## INFORMATION GIVEN:
----------

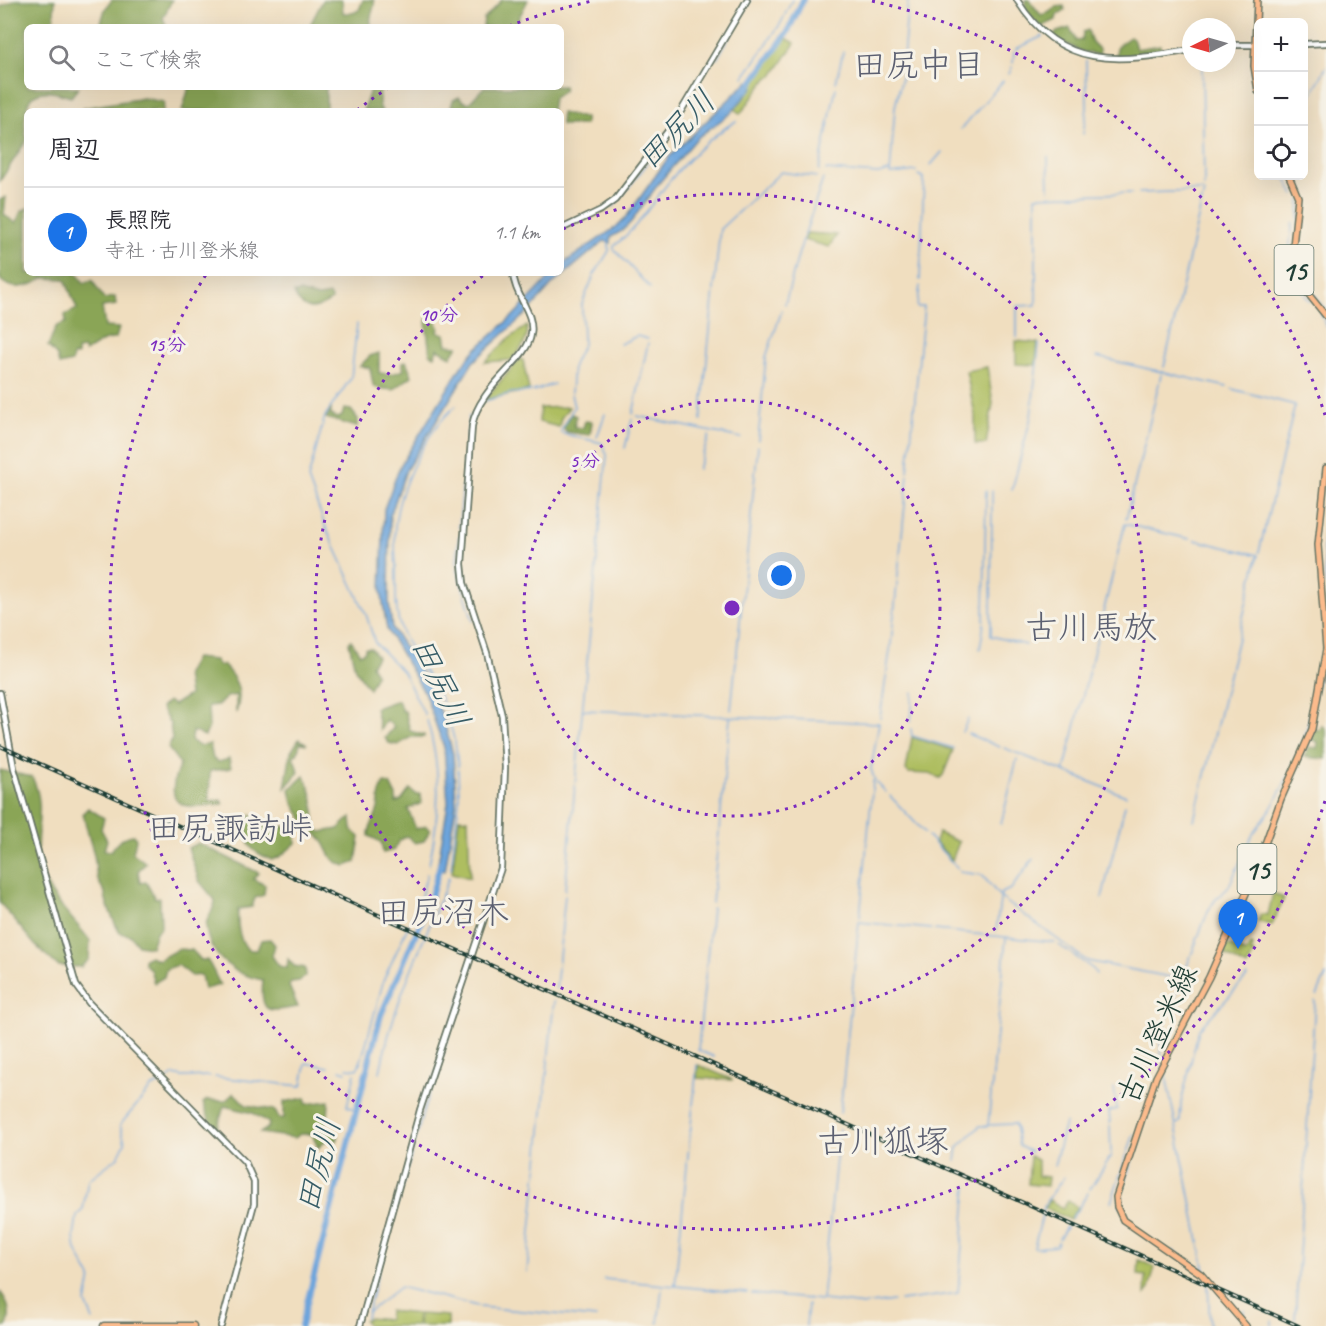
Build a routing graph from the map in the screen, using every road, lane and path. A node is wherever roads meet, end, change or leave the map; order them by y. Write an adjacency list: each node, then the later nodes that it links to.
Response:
1 (747, 0): 11 (street)
2 (1017, 0): 9 (street)
3 (1257, 0): 4 (main road)
4 (1257, 18)
5 (1326, 43): 6 (street)
6 (1308, 44)
7 (1236, 45): 8 (street)
8 (1254, 45)
9 (1182, 51)
10 (1291, 180): 13 (main road, 15)
11 (564, 228)
12 (514, 276): 19 (street)
13 (1326, 316)
14 (1326, 468): 20 (main road, 古川登米線 / 15)
15 (0, 693): 18 (street)
16 (104, 1326): 17 (highway)
17 (193, 1326)
18 (221, 1326)
19 (360, 1326)
20 (1245, 1326)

----------

## TASK OBJECTIVE:
Transcribe the whole listing exactly but exclude images.

## TASK SOLUTION:
Build a routing graph from the map in the screen, using every road, lane and path. A node is wherever roads meet, end, change or leave the map; order them by y. Write an adjacency list: each node, then the later nodes that it links to.
Response:
1 (747, 0): 11 (street)
2 (1017, 0): 9 (street)
3 (1257, 0): 4 (main road)
4 (1257, 18)
5 (1326, 43): 6 (street)
6 (1308, 44)
7 (1236, 45): 8 (street)
8 (1254, 45)
9 (1182, 51)
10 (1291, 180): 13 (main road, 15)
11 (564, 228)
12 (514, 276): 19 (street)
13 (1326, 316)
14 (1326, 468): 20 (main road, 古川登米線 / 15)
15 (0, 693): 18 (street)
16 (104, 1326): 17 (highway)
17 (193, 1326)
18 (221, 1326)
19 (360, 1326)
20 (1245, 1326)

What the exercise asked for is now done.